Reacciones ecologistas
Tras el anuncio ayer del presidente del Gobierno de un pacto de Estado para la mitigación y adaptación a la emergencia climática, y ante la gravedad de los impactos sociales, económicos y ambientales provocados por los fenómenos meteorológicos extremos, Greenpeace, que lleva años demandando un acuerdo de este tipo, considera que esta es una "oportunidad única" para lograr un acuerdo de Estado transversal y vinculante que esté basado en el conocimiento científico.
Eva Saldaña, directora ejecutiva de Greenpeace España: "Este pacto de Estado, que lleva tiempo siendo reclamado por la sociedad civil, tiene que dotarse de compromisos vinculantes, financiación estable, participación ciudadana, un sistema de rendición de cuentas y poner especial foco en aquellas personas en situación de vulnerabilidad. Solo así se diferenciaría de un mero gesto político".
En este contexto, la organización medioambiental ha propuesto algunas de las líneas básicas que, a su juicio, debería incluir el futuro pacto de Estado para abordar la mitigación y la adaptación al cambio climático. Y algunas de ellas están relacionadas con el ámbito energético.
Medidas de mitigación del cambio climático
Para reducir la amenaza que suponen los eventos meteorológicos extremos, desde Greenpeace consideran imprescindible aumentar la ambición climática con medidas que reduzcan las emisiones y frenen el avance del cambio climático a través del cumplimiento de los objetivos del Acuerdo de París, que fijó en 2015 un calentamiento global máximo de 1,5 grados respecto a los niveles preindustriales.

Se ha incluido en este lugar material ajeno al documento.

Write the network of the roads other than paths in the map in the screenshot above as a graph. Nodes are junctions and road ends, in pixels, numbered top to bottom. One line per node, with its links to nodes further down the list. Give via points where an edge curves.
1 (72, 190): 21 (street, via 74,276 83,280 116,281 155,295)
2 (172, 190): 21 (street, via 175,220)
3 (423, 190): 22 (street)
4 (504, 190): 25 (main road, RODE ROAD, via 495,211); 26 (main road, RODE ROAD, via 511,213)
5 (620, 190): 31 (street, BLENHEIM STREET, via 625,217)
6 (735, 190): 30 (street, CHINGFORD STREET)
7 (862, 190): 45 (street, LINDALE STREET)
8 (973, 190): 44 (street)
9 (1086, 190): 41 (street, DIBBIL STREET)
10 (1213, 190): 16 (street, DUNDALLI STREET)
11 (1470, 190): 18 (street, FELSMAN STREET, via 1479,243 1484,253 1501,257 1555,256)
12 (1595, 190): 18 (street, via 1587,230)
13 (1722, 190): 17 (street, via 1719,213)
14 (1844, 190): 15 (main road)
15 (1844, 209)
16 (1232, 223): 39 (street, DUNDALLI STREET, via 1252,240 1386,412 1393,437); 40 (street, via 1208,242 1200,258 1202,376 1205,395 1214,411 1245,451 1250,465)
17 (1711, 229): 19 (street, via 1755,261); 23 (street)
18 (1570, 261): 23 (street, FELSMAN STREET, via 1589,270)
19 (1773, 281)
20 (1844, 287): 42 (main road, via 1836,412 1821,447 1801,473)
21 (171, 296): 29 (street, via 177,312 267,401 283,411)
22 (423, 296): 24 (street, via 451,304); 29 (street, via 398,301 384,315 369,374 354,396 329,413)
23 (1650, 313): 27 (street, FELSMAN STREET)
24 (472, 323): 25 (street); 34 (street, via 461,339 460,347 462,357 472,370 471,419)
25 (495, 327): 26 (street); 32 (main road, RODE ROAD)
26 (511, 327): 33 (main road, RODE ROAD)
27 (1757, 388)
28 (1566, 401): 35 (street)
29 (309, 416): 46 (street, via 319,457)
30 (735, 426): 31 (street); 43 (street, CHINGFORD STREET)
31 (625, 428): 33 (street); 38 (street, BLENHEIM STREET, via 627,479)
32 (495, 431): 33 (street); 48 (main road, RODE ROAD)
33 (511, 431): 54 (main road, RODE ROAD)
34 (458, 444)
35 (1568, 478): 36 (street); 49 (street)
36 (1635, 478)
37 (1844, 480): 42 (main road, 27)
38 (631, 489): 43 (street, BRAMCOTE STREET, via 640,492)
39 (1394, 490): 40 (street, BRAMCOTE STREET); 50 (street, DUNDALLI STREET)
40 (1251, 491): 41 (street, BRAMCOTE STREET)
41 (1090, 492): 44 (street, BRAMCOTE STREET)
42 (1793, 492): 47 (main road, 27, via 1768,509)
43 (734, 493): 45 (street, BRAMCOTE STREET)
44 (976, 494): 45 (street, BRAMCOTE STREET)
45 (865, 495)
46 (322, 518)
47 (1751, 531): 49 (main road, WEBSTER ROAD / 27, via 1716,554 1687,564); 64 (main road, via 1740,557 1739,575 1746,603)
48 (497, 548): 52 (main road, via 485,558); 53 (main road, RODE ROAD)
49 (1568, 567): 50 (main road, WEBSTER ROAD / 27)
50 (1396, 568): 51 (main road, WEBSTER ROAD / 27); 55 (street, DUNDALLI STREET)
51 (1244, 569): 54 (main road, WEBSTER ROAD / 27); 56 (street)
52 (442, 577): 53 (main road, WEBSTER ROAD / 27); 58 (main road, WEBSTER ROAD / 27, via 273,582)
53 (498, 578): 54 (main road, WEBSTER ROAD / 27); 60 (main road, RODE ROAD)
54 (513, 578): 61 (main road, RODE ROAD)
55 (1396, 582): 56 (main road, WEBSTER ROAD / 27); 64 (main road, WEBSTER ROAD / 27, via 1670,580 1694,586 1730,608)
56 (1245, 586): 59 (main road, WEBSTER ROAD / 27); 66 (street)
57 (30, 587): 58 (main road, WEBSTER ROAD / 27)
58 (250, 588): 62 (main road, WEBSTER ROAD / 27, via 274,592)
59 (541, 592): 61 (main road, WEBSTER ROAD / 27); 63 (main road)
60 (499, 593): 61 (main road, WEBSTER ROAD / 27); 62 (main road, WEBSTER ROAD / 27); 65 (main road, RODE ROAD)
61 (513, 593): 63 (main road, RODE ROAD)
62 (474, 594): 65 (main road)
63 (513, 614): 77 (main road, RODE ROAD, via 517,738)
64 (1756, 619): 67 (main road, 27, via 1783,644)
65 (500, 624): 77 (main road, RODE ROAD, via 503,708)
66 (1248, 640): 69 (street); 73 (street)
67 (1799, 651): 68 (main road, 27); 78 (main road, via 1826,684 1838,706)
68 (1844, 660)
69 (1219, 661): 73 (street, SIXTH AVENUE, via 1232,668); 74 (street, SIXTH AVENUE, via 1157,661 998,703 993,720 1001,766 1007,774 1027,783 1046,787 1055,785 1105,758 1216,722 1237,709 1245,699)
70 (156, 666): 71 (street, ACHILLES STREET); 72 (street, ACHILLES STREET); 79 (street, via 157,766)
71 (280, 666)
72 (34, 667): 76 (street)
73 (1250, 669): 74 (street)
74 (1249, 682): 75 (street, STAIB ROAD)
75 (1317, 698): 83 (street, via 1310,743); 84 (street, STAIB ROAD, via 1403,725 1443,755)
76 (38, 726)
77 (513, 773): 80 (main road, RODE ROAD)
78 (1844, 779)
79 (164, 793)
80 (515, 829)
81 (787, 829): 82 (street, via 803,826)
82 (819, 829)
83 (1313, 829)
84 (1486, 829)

Para alcanzar esta meta, Greenpeace considera que España "debería comprometerse a una reducción de sus emisiones en 2030 del 55% respecto a las emisiones de 1990 y alcanzar emisiones netas cero en 2040".
Todo ello será fruto de la transición energética, una revolución que "debe acelerarse la transición energética para llegar a un sistema eléctrico eficiente, inteligente y 100% renovable en 2030", al tiempo que se incrementa la electrificación, la democratización y la eficiencia energética, y se incorporan objetivos de suficiencia, para alcanzar un sistema energético totalmente descarbonizado en 2040, en el que la demanda energética se reduzca a la mitad y el necesario despliegue renovable se hace de forma respetuosa con las personas y al biodiversidad, señalan los ecologistas.
Desde Greenpeace piden al Gobierno que se abandonen "los incentivos a la importación y uso de gas fósil", que se mantenga el calendario de cierre nuclear y que se apruebe "una regulación de pagos por capacidad que asegure la reducción progresiva del recurso al gas, incorporando un límite de emisiones que se disminuya progresivamente".
Por último, los ecologistas apuntan que hay que aplicar el principio de "quien contamina, paga" para que los costes de las pérdidas y daños debidos al cambio climático (como olas de calor, incendios forestales o inundaciones) sean asumidos por las corporaciones de combustibles fósiles, "dados los beneficios de miles de millones que obtienen cada año", contribuyendo a instrumentos como el Fondo Social por el Clima.